Build the service for the environment <env>:
./scripts/build.sh --env <env>Note: <env> is used for versioning.
The keycloak bridge is intended to run in a container with keycloak (including the event-emitter module). See the repository keycloak-service.
Configuration is done with a YAML file, e.g. ./configs/keycloak_bridge.yml.
Default configurations are provided, that is if an entry is not present in the configuration file, it will be set to its default value.
The documentation for the Redis, Influx, Sentry, Jaeger and Debug configuration are common to all microservices and is provided in the Cloudtrust Gitbook.
The configurations specific to the keycloak-bridge are described in the next sections.

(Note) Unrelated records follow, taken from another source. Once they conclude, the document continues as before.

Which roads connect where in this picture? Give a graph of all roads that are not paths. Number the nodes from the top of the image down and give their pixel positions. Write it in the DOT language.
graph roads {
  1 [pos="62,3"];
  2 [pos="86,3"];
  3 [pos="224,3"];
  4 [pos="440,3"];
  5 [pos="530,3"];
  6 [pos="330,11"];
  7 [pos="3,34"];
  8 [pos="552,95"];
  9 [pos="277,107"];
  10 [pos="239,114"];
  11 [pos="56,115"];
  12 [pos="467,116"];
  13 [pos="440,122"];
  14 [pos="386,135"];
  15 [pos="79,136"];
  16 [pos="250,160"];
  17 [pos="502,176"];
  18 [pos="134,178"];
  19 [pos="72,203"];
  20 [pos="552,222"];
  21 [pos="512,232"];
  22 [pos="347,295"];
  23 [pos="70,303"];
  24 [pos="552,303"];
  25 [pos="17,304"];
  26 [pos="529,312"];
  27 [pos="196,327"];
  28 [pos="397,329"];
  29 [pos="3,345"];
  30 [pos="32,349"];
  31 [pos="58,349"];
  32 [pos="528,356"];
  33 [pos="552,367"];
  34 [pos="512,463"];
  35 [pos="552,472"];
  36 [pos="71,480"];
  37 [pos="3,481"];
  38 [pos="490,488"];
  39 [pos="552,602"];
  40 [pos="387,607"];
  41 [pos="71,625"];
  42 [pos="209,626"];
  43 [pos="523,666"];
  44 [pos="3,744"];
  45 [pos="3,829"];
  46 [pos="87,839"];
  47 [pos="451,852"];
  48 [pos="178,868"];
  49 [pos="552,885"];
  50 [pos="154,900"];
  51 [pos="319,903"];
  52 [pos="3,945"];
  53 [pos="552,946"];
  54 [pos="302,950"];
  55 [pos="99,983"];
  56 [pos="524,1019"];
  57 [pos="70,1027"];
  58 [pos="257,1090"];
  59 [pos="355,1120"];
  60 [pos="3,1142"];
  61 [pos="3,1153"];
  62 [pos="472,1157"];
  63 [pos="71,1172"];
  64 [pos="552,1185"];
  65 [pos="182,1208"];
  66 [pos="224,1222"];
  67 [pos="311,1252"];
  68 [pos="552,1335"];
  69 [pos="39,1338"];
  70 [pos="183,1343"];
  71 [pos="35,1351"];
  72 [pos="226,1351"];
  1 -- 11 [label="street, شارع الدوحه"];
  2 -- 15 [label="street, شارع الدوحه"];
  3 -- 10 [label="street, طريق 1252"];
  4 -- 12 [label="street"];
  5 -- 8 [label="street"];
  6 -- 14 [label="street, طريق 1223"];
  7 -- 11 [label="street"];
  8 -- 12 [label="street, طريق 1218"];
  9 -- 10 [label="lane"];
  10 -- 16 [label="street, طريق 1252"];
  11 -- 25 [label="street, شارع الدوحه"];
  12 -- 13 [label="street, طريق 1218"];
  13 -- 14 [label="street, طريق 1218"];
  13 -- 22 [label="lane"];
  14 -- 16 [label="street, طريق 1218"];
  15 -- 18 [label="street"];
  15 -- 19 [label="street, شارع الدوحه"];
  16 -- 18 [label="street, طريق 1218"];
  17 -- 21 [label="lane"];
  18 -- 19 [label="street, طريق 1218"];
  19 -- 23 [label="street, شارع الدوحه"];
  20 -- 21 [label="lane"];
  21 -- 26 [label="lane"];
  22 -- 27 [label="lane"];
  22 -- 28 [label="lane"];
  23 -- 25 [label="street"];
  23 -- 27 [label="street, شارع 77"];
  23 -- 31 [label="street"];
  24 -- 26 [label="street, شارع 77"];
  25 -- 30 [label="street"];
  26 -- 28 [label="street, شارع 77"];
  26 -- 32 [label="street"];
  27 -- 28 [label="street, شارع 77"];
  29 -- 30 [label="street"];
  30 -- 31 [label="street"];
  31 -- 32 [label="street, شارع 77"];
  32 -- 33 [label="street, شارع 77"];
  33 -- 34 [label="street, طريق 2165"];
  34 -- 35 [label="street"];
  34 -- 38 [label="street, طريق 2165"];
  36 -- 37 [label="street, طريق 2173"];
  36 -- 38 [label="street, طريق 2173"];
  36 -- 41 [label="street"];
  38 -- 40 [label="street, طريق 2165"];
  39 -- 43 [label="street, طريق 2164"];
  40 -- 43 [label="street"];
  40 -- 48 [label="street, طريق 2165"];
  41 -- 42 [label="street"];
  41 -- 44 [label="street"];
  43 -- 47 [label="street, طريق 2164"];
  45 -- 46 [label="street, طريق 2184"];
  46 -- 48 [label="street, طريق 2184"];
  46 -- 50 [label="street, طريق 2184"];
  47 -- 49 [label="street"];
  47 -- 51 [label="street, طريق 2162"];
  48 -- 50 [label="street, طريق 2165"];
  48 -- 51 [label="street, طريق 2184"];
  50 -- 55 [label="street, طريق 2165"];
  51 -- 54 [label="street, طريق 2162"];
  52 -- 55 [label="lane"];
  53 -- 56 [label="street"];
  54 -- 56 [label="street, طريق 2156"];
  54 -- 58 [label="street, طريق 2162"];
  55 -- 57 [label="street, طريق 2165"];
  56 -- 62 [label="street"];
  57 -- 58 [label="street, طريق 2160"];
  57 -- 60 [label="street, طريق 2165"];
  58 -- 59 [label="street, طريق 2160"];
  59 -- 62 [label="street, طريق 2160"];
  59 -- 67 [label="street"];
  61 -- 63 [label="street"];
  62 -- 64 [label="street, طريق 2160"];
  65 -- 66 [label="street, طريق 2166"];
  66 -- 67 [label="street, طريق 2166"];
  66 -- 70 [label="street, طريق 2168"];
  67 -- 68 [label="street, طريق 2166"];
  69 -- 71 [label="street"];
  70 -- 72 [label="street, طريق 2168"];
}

For the component, the following parameters are available:
| Key | Description | Default value |
|---|---|---|
| component-name | name of the component | keycloak-bridge |
| component-http-host-port | HTTP server listening address | 0.0.0.0:8888 |
| component-grpc-host-port | gRPC server listening address | 0.0.0.0:5555 |
| Key | Description | Default value |
|---|---|---|
| flaki-host-port | Flaki service host:port | "" |
The flaki-service is used to obtain unique IDs in a distributed system.
| Key | Description | Default value |
|---|---|---|
| keycloak-host-port | Keycloak host:port | "127.0.0.1:8080" |
| keycloak-username | Keycloak username | "" |
| keycloak-password | Keycloak password | "" |
| keycloak-timeout-ms | Keycloak requests timeout in milliseconds | 5000 |
Launch the keycloak bridge:
./bin/keycloak_bridge --config-file <path/to/config/file.yml>It is recommended to always provides an absolute path to the configuration file when the service is started, even though absolute and relative paths are supported.
If no configuration file is passed, the service will try to load the default config file at ./configs/keycloak_bridge.yml, and if it fails it launches the service with the default parameters.
The keycloak event-emitter module sends all events to the bridge's event endpoint. The event emitter use HTTP with flatbuffers.
All applications can interact with the bridge using either HTTP or gRPC.
The applications need to implement its own client. The Flatbuffer schema is available in api/user/user.fbs, see the directory /examples.
The service exposes HTTP routes to monitor the application health. See the cloudtrust gitbook for more details.
Each gRPC or HTTP request will trigger a set of operations that are going to be logged, measured, tracked and traced. For those information to be usable, we must be able to link the logs, metrics, traces and error report together. We achieve that with a unique correlation ID. For a given request, the same correlation ID will appear on the logs, metrics, traces and error report.
Note: InfluxDB indexes tags, so we put the correlation ID as tags to speed up queries. To query a tag, do not forget to simple quote it, otherwise it always returns empty results.
select * from "<measurement>" where "correlation_id" = '<correlation_id>';Note: In Jaeger UI, to search traces with a given correlation ID you must copy the following in the "Tags" box:
correlation_id:<correlation_id>Gomock is used to automatically genarate mocks. See the Cloudtrust Gitbook for more information.
The unit tests don't cover:
- http client example (
./examples/http/http.go) - grpc client example (
./examples/grpc/grpc.go) - keycloak_bridge (
./cmd/keycloak_bridge.go)
The first two are provided as example.
The keycloak_bridge.go is mostly just the main function doing all the wiring, it is difficult to test it with unit tests. It is covered by our integration tests.
The Redis connection does not handle errors well: if there is a problem, it is closed forever. We will implement our own redis client later, because we need load-balancing and circuit-breaking.